His roadie in the shiny blazer glad-handed me, then gave me a little friend-hug and said, “Hey! He’ll sign your cigar right on the wrapper, and if you buy a box of cigars…. huh? How much are they? hmmmm, let me look, ahhhh $180 for a box, and we can take off the celophane wrapper and he’ll sign his name, right here on the wood…” So I looked at the carney and said, “You’re full of shit if you think I would buy a $180 box of cigars.” The hustler laughed then looked around for another prospect.
It was a cigar shop the size of the downstairs of our house, 1/4 was a humidor so it was Kinky, his front man in a sparkly blazer, and about 10 farts who wanted to be “cool” and hang with Kinky for his politics (he is running for gov of TX… duh) and then there was a local fool (Hnery someone) who does a public channel good morning show (I think) who sat in the special Kinky-the-Star barstool-height chair and who was too big a bufoon to realize his social blunder. Kinky introduced us (Jane and me) to all his cigars, talked about the flavor of each one, and quickly realized I didn’t give a rat’s ass but that I’d buy 2 cigars regardless. Then the front-man asked if I wanted a photo taken with Kinky, so of course… surreal it was. .. and photo he did take. One shot.

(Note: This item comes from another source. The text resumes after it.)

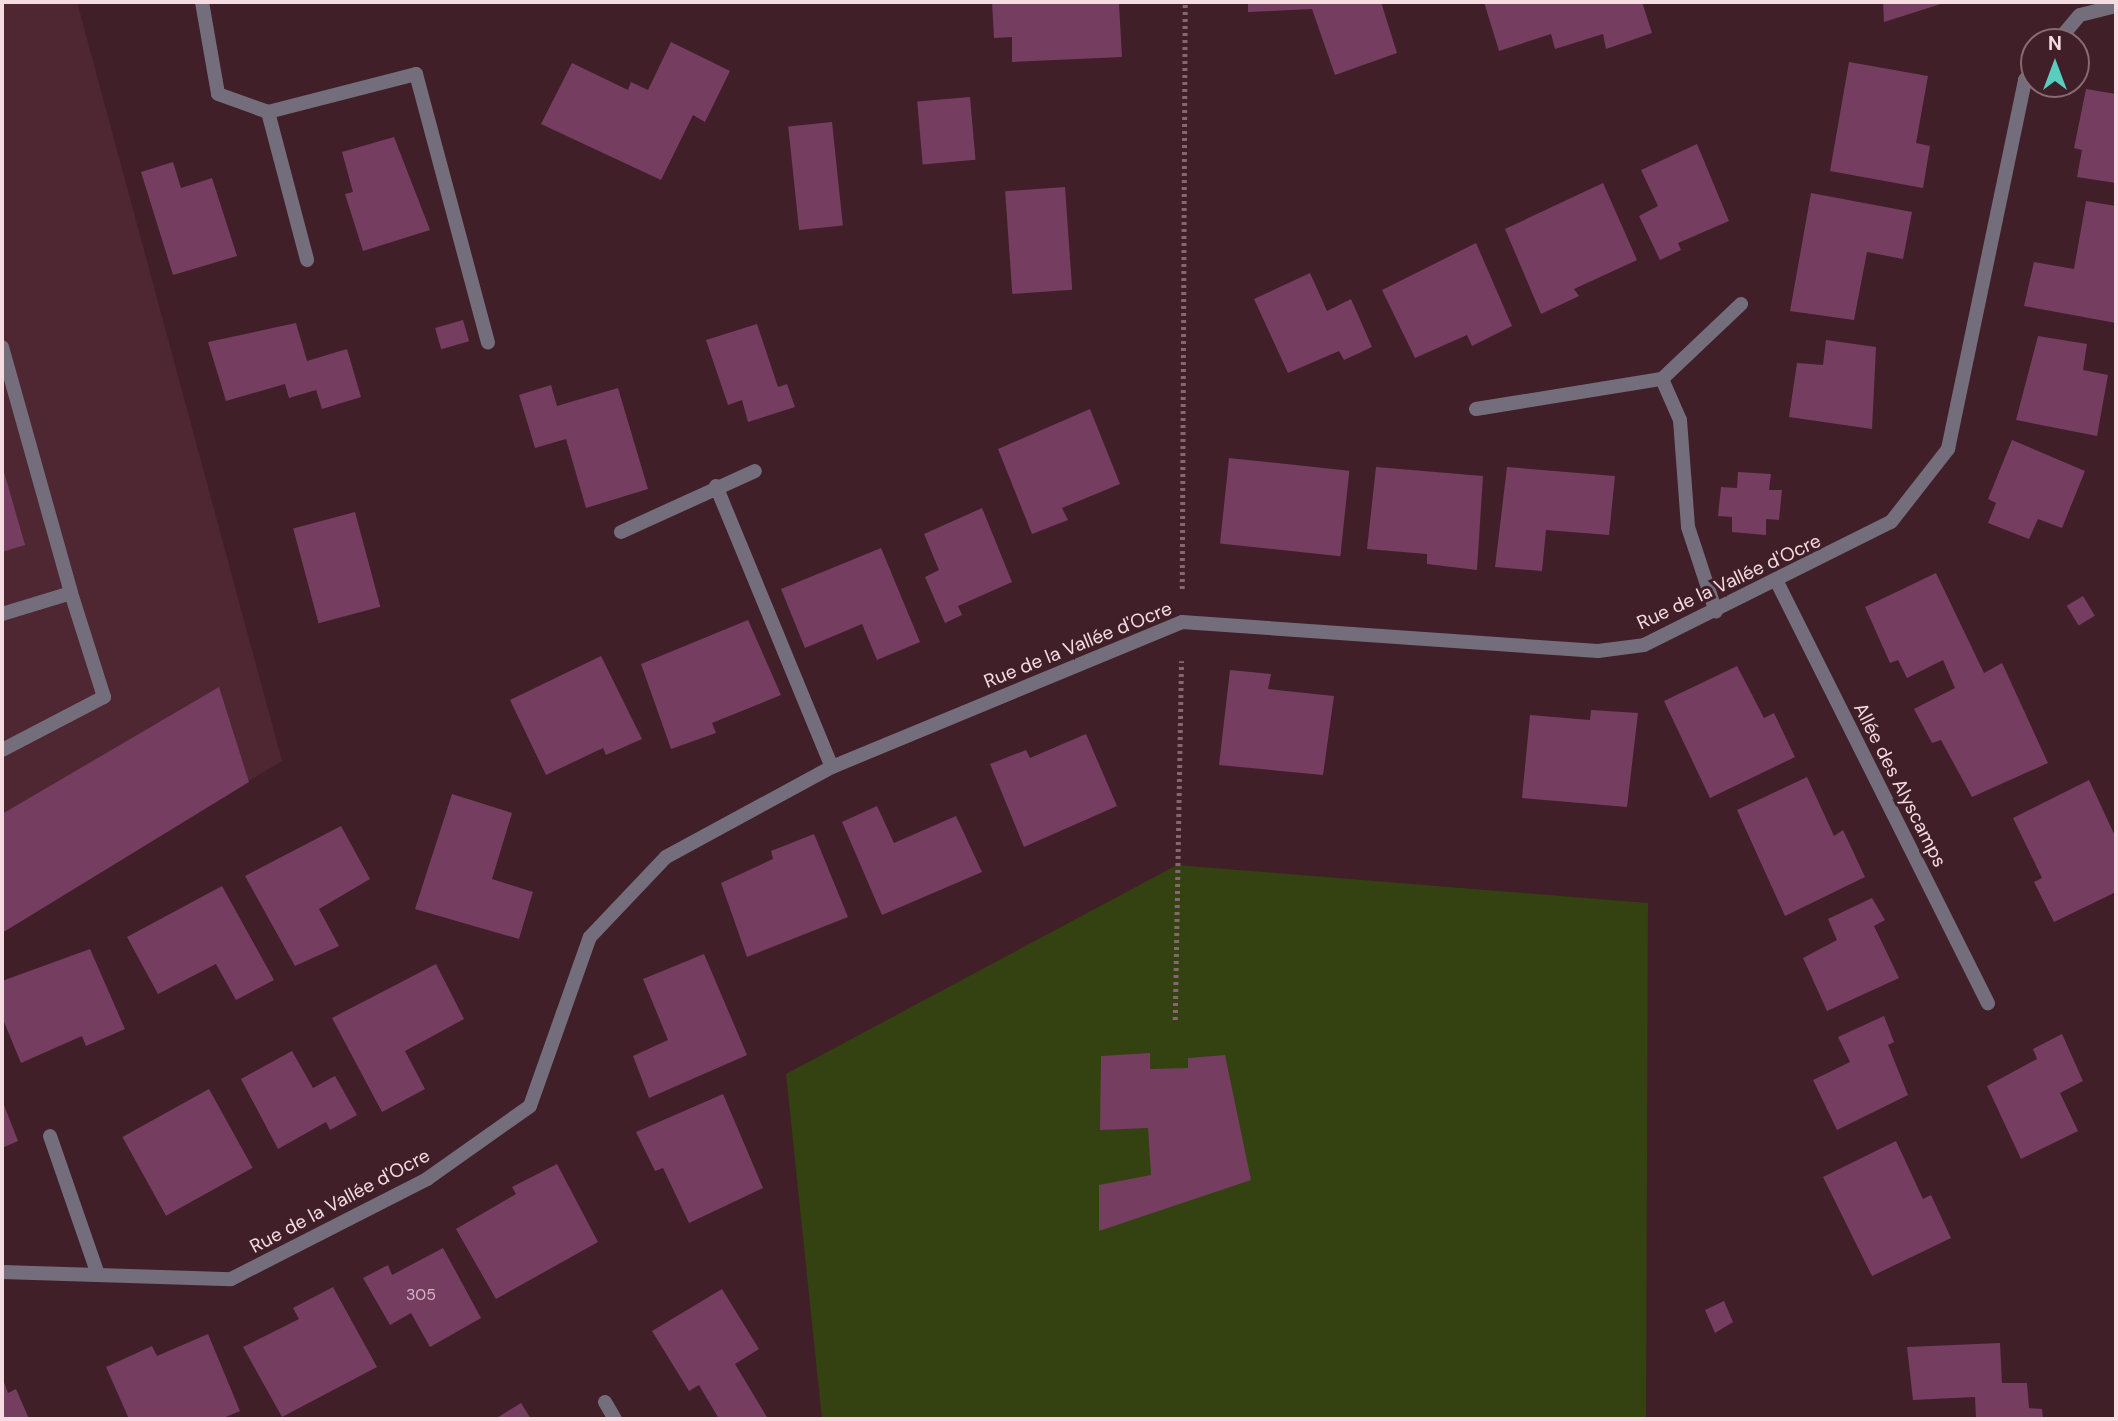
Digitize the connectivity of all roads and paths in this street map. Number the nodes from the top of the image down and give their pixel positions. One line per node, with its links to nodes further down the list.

So there you have it. A store full of cigar smoke, a few college kid trying to be frat-boy cool, no Indian, and a huge ass birthday cake.
And Barnes and Nobles had one copy of an out-of-date paperback written by Friedman about how to be a Texan. When asked why the store didn’t have copies of his latest book, the clerk got snotty and told us the manager could not know about ordering special books if the organizers of the event did not tell them about it in advance. Jane said, “Does your manager read the newspaper? Watch the news? Shop in any local stores? Read the New York Times Book Review? There were articles about his ECU appearance for the HumorFest in all of them.” The clerk copped an attitude again (you don’t think she was a bit intimidated by the formidable mother-daughter tag insult team, do you?) said they only have about four of them in the first place and other people had been asking about it… would I like to order one of… what’s his name again… books? At which point Jane and I began one of our infamous walking-around-the-store diatribes in loud assertive woman voices “These people do not even KNOW who Kinky Friedman is! How can a New York Times Bestselling Author and candidate for GOVERNOR of TEXAS be in Greenville NC and the freakin’ bookstore, the ONLY bookstore in town doesn’t have a single book! God, this part of the United States can really SUCK sometimes.”
Arrrggghhhh. B&N left out of the show. How humiliating. A best-selling novelist comes to town and sells cigars. Cigars! The shame of it all… the politics of publishers and jerk-in-box stores.
I bought a bag of Cafe Verona, two Elizabeth George paperbacks and we then walked across the parking lot to dinner at Chili’s — a restaurant in the process of renovation as-you-dine… nice.
Then Jane and I drove on to Tuesday Morning, which closed at 8:00 and it was 8:05 so we went to Old Navy and I bought a really cool coat for $12.98 and half a dozen dog toys that were 75% off.
All in all, a damn nice evening with my daughter. I couldn’t have asked for better female companionship. And Caroline will be here from Pittsburgh on the ?? 17th? Excellent.
and about your other issues… like wrecks, and cancer, and sons coming home to roost… hell — tonight I saw Kinky Friedman, shook his hand. And Clyde Edgerton’s coming to Washington in March.
everything else is just gravy.
val
Wish I’d gone along. Val can always find something fun to do.